==== INPUT RECORDS

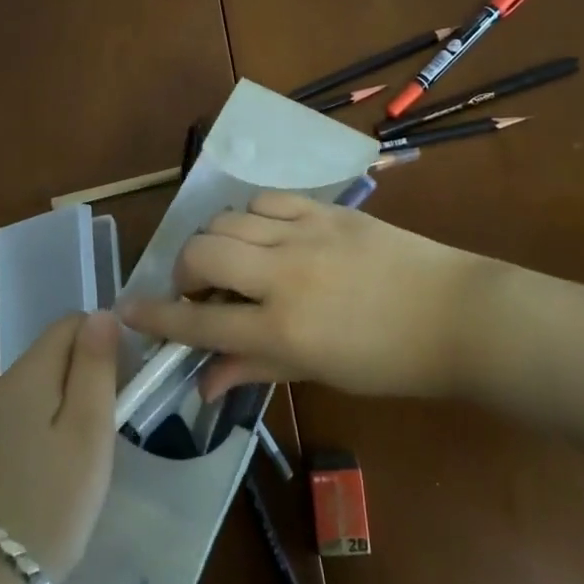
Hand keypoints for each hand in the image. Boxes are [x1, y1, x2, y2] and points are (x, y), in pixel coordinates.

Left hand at [0, 311, 118, 576]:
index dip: (106, 339)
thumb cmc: (44, 505)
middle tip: (115, 425)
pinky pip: (21, 426)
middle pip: (53, 357)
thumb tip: (101, 313)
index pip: (71, 323)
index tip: (128, 381)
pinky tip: (55, 480)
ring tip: (90, 458)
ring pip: (38, 394)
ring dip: (69, 409)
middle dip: (89, 376)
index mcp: (28, 375)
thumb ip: (95, 367)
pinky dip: (46, 436)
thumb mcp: (87, 432)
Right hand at [116, 192, 479, 400]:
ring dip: (217, 241)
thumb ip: (254, 369)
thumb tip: (202, 383)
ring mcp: (304, 233)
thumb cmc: (389, 360)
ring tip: (236, 262)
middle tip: (199, 291)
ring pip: (228, 218)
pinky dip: (251, 216)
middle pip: (201, 253)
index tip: (128, 311)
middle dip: (183, 272)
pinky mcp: (325, 209)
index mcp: (281, 328)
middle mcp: (282, 274)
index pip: (198, 322)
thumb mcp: (318, 372)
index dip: (155, 318)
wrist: (455, 314)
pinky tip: (264, 234)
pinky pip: (267, 200)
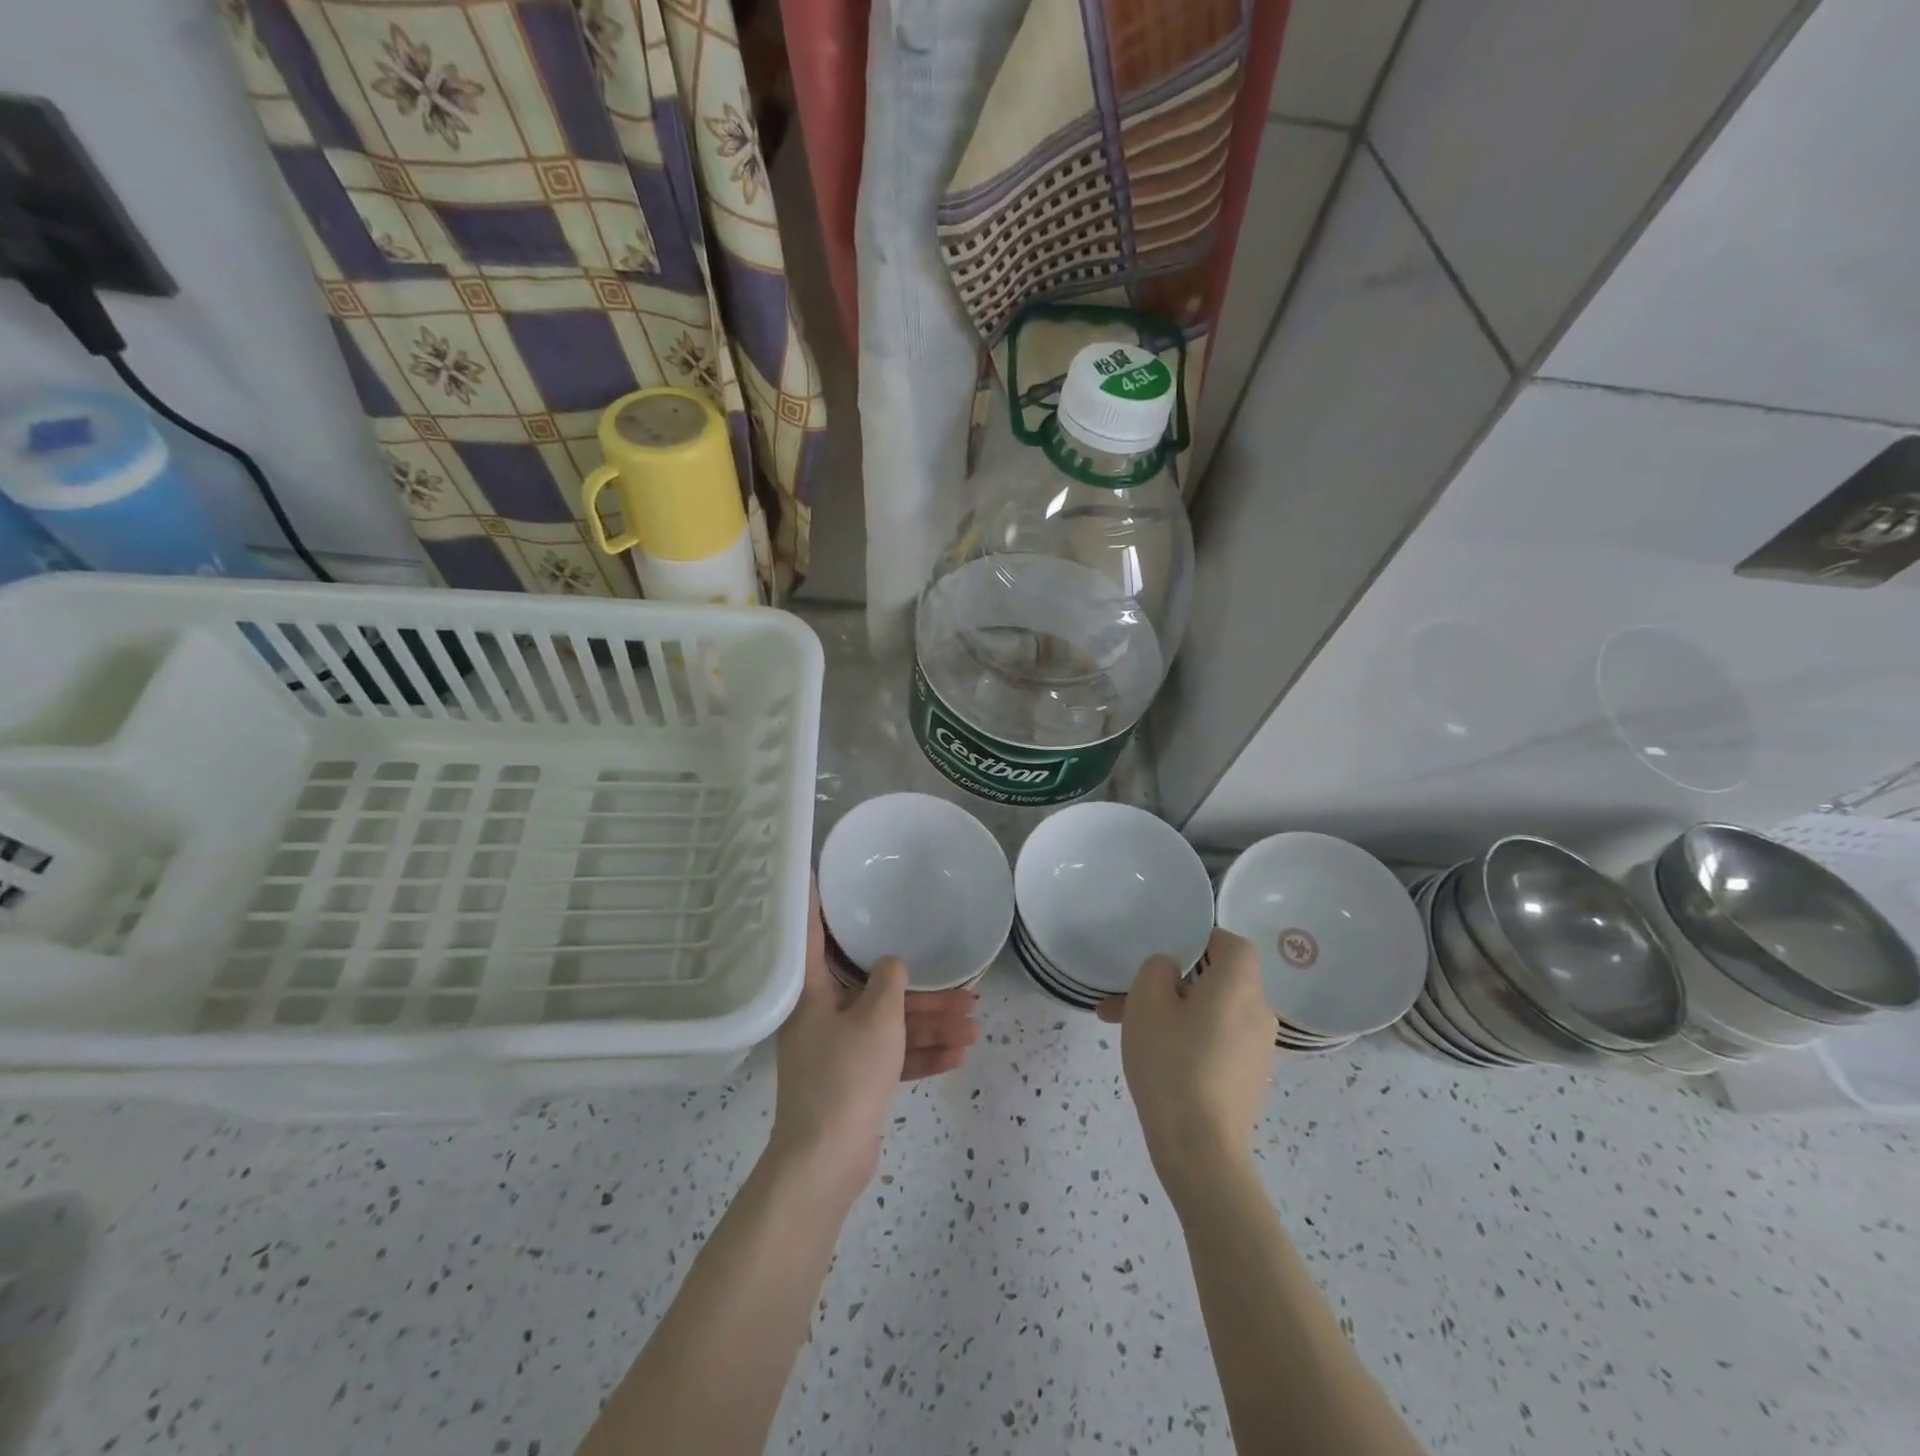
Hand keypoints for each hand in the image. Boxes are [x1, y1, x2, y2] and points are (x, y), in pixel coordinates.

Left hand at [768, 890, 979, 1194]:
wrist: (826, 1161)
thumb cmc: (846, 1075)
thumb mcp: (876, 1018)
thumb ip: (889, 982)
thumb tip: (891, 964)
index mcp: (812, 994)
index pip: (812, 937)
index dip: (816, 905)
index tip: (819, 875)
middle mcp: (821, 1017)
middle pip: (874, 991)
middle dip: (922, 992)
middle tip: (965, 988)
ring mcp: (837, 1052)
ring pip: (889, 1027)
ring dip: (930, 1025)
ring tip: (975, 1024)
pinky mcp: (854, 1083)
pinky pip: (890, 1058)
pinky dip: (919, 1055)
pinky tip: (958, 1055)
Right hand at [1097, 928, 1276, 1210]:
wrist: (1200, 1150)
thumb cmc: (1172, 1063)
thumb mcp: (1147, 1002)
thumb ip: (1157, 970)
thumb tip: (1172, 969)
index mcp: (1239, 986)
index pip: (1233, 943)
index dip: (1203, 939)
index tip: (1168, 950)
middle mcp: (1258, 1012)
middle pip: (1218, 980)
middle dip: (1173, 983)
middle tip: (1131, 996)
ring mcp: (1257, 1050)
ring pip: (1211, 1014)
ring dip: (1173, 1014)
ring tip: (1125, 1028)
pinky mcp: (1248, 1080)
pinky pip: (1216, 1043)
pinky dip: (1189, 1040)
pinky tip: (1153, 1059)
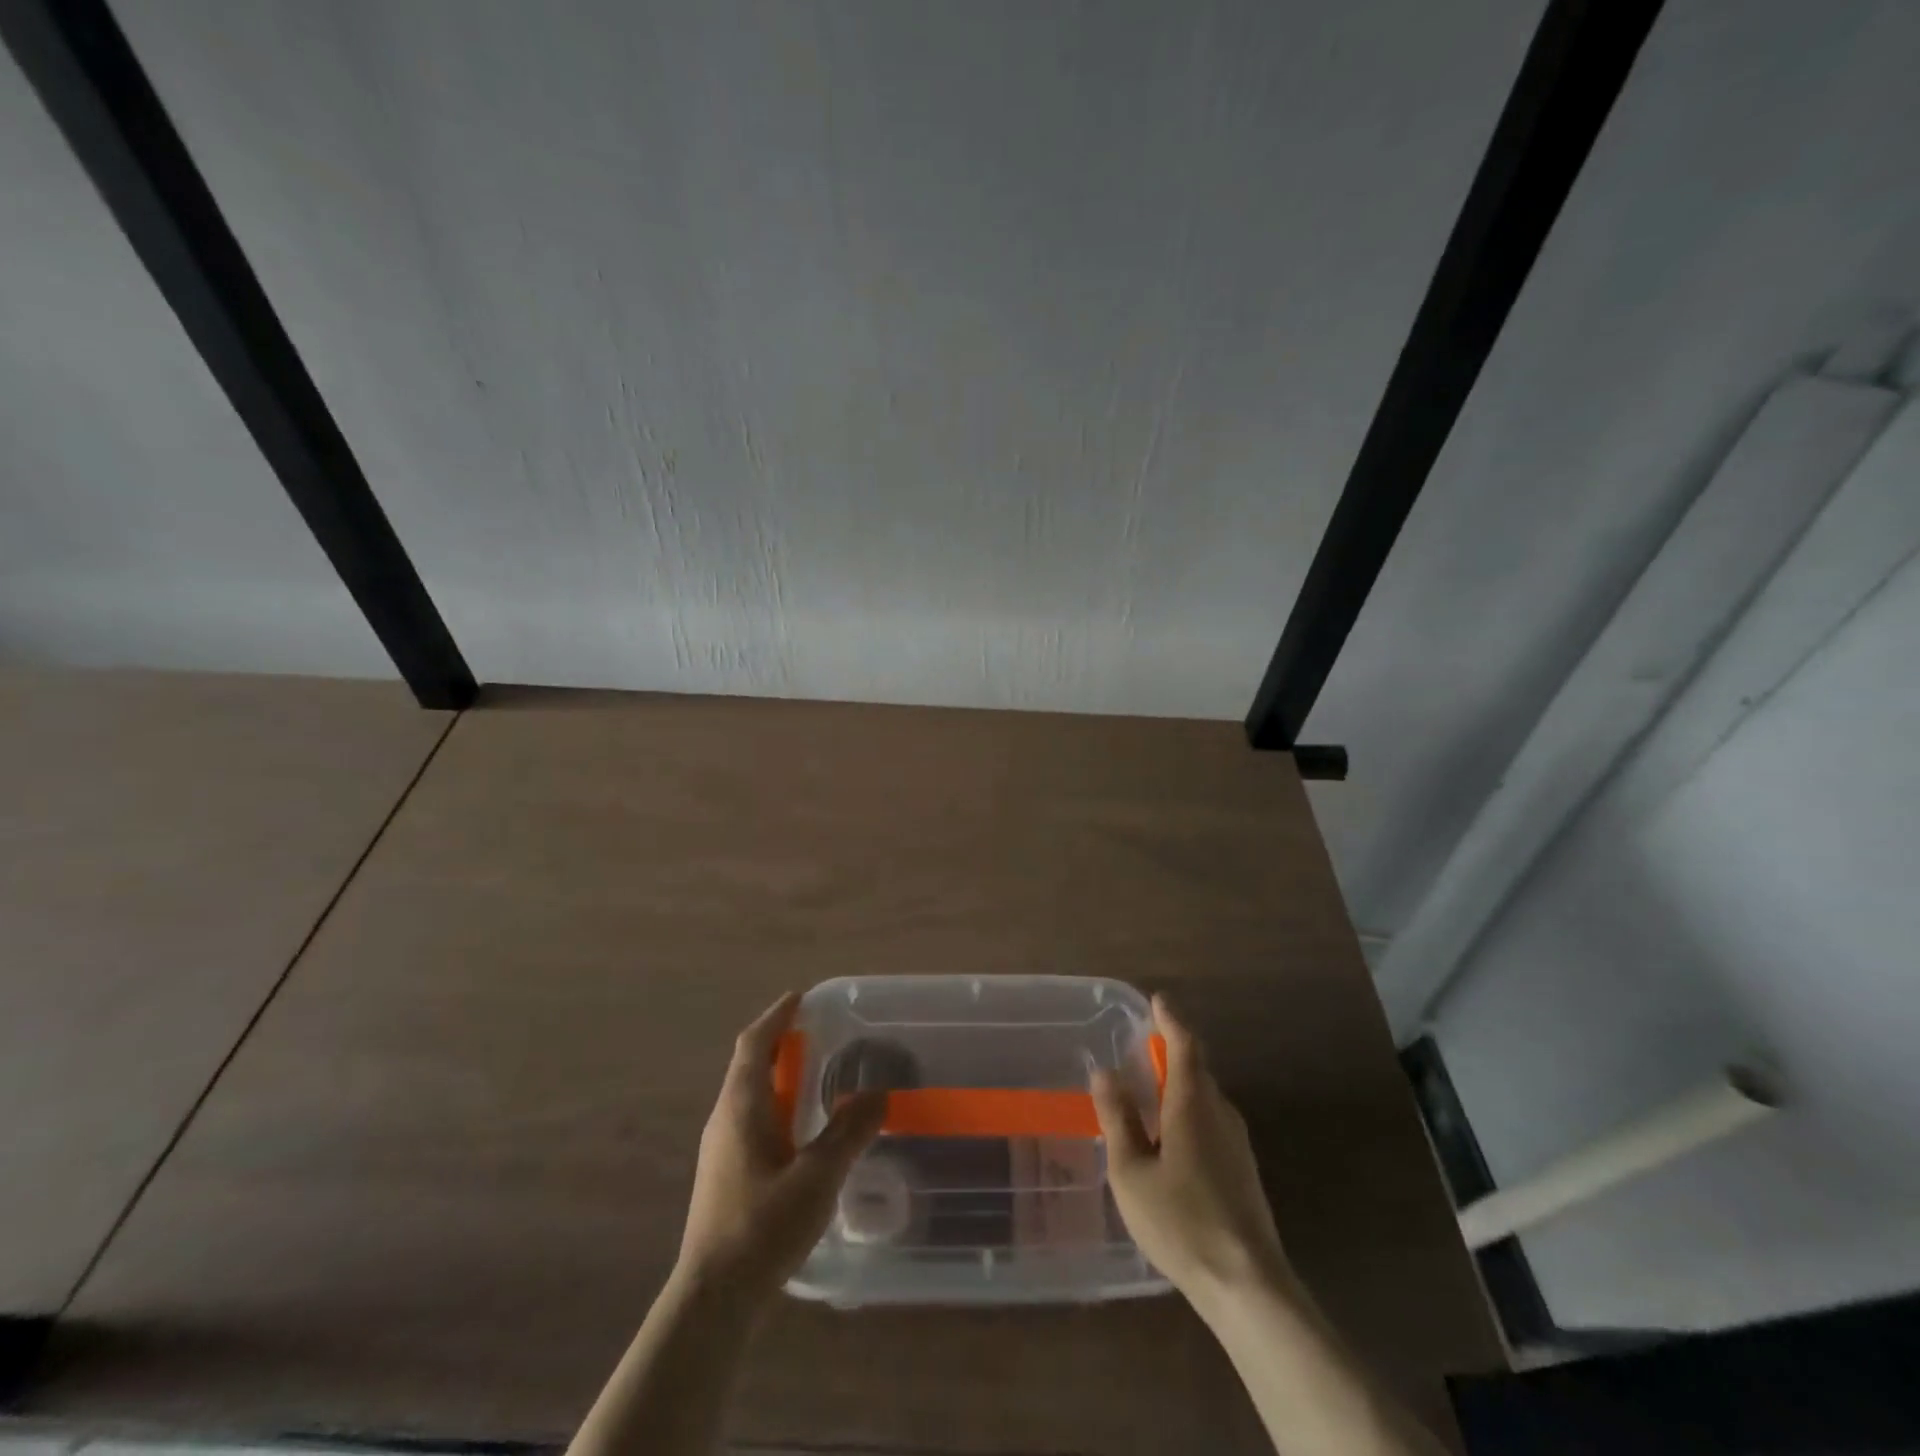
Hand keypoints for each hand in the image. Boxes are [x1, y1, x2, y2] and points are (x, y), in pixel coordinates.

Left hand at [677, 992, 886, 1302]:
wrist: (712, 1300)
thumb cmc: (762, 1228)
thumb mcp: (817, 1177)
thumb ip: (849, 1132)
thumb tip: (878, 1093)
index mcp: (741, 1106)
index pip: (754, 1043)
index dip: (776, 1017)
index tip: (800, 998)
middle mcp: (725, 1119)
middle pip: (749, 1065)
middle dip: (781, 1042)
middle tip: (819, 1034)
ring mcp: (720, 1149)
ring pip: (749, 1094)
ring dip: (778, 1075)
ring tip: (815, 1076)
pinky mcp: (724, 1175)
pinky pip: (751, 1120)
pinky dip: (776, 1105)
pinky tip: (800, 1129)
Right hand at [1091, 995, 1296, 1306]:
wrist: (1247, 1284)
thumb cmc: (1180, 1221)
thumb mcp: (1131, 1170)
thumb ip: (1118, 1118)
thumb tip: (1105, 1071)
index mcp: (1193, 1104)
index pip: (1185, 1045)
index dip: (1171, 1020)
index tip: (1157, 1000)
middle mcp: (1221, 1113)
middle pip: (1197, 1070)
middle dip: (1172, 1052)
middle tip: (1143, 1049)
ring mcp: (1238, 1143)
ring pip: (1206, 1098)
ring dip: (1181, 1086)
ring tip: (1151, 1095)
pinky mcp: (1244, 1170)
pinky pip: (1213, 1122)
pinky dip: (1190, 1113)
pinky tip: (1172, 1140)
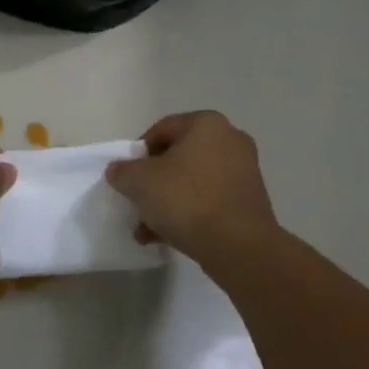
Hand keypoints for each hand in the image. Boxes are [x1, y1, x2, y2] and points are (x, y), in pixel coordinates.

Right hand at [105, 111, 278, 264]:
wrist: (238, 245)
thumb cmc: (186, 200)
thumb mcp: (140, 182)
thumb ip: (122, 171)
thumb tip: (118, 170)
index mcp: (206, 123)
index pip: (161, 130)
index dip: (138, 154)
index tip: (127, 178)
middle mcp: (230, 139)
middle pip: (178, 157)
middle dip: (153, 182)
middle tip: (137, 203)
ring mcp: (244, 171)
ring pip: (193, 182)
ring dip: (168, 202)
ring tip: (147, 229)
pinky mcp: (249, 200)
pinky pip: (210, 200)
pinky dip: (189, 213)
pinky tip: (167, 238)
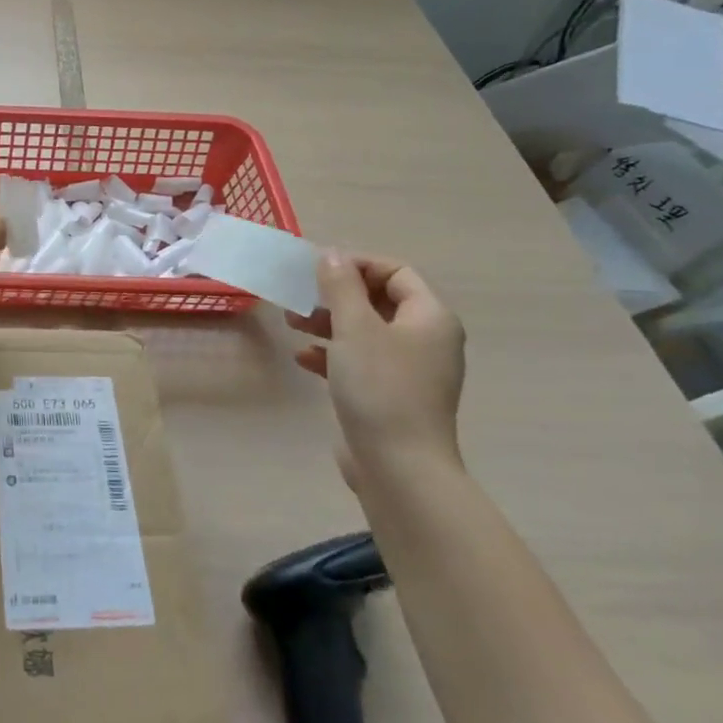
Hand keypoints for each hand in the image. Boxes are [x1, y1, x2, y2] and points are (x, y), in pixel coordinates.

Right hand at [284, 251, 466, 489]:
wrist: (399, 467)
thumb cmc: (380, 386)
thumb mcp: (354, 327)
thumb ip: (340, 286)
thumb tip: (332, 255)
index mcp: (430, 317)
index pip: (396, 271)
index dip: (357, 264)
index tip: (317, 269)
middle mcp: (427, 340)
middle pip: (378, 301)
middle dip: (336, 295)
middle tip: (300, 297)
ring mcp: (410, 371)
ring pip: (366, 331)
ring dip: (328, 323)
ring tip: (292, 324)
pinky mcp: (392, 396)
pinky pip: (361, 361)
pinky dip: (333, 354)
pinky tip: (303, 359)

========

WHAT THE TASK ASKS:
Report every line from the material above that mentions the word "wrist".

RESPONSE TO THE EXERCISE:
wrist: (455, 314)
wrist: (826, 1161)
wrist: (1200, 1150)
wrist: (712, 1300)
wrist: (1247, 1284)
wrist: (238, 245)
wrist: (399, 467)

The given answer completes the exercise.